### WORK ITEM
Each line in the listing is to be restated exactly.

### MATERIALS PROVIDED

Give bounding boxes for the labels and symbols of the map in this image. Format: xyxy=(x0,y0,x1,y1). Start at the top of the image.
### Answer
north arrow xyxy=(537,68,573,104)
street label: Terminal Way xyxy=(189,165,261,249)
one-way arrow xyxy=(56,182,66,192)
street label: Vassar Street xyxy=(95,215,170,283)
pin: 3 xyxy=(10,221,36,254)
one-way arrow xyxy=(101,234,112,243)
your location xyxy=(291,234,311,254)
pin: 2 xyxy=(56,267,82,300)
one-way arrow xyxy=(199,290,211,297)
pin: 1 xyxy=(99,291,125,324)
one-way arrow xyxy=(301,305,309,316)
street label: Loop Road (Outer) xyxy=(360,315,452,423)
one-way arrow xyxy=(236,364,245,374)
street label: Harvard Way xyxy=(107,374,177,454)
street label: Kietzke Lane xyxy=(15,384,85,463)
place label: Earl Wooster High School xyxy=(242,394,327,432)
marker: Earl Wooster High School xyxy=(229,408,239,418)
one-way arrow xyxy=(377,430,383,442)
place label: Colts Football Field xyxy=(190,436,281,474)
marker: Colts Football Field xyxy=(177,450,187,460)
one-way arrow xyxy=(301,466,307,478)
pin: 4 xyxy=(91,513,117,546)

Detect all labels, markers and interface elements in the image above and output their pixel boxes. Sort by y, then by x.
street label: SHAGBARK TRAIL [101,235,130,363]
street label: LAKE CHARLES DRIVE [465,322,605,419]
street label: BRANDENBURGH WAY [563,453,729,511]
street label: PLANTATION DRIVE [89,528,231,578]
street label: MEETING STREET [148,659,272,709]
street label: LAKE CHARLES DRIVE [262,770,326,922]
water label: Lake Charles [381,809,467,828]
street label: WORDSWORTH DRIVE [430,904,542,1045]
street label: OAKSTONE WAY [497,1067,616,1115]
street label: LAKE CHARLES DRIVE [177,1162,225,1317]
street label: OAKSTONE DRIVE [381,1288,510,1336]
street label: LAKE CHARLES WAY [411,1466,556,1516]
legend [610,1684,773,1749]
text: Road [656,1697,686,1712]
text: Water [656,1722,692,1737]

### RESULT BELOW
Give bounding boxes for the labels and symbols of the map in this image. Format: xyxy=(x0,y0,x1,y1). Start at the top of the image.
### Answer
north arrow xyxy=(537,68,573,104)
street label: Terminal Way xyxy=(189,165,261,249)
one-way arrow xyxy=(56,182,66,192)
street label: Vassar Street xyxy=(95,215,170,283)
pin: 3 xyxy=(10,221,36,254)
one-way arrow xyxy=(101,234,112,243)
your location xyxy=(291,234,311,254)
pin: 2 xyxy=(56,267,82,300)
one-way arrow xyxy=(199,290,211,297)
pin: 1 xyxy=(99,291,125,324)
one-way arrow xyxy=(301,305,309,316)
street label: Loop Road (Outer) xyxy=(360,315,452,423)
one-way arrow xyxy=(236,364,245,374)
street label: Harvard Way xyxy=(107,374,177,454)
street label: Kietzke Lane xyxy=(15,384,85,463)
place label: Earl Wooster High School xyxy=(242,394,327,432)
marker: Earl Wooster High School xyxy=(229,408,239,418)
one-way arrow xyxy=(377,430,383,442)
place label: Colts Football Field xyxy=(190,436,281,474)
marker: Colts Football Field xyxy=(177,450,187,460)
one-way arrow xyxy=(301,466,307,478)
pin: 4 xyxy=(91,513,117,546)

Detect all labels, markers and interface elements in the image above and output their pixel boxes. Sort by y, then by x.
street label: SHAGBARK TRAIL [101,235,130,363]
street label: LAKE CHARLES DRIVE [465,322,605,419]
street label: BRANDENBURGH WAY [563,453,729,511]
street label: PLANTATION DRIVE [89,528,231,578]
street label: MEETING STREET [148,659,272,709]
street label: LAKE CHARLES DRIVE [262,770,326,922]
water label: Lake Charles [381,809,467,828]
street label: WORDSWORTH DRIVE [430,904,542,1045]
street label: OAKSTONE WAY [497,1067,616,1115]
street label: LAKE CHARLES DRIVE [177,1162,225,1317]
street label: OAKSTONE DRIVE [381,1288,510,1336]
street label: LAKE CHARLES WAY [411,1466,556,1516]
legend [610,1684,773,1749]
text: Road [656,1697,686,1712]
text: Water [656,1722,692,1737]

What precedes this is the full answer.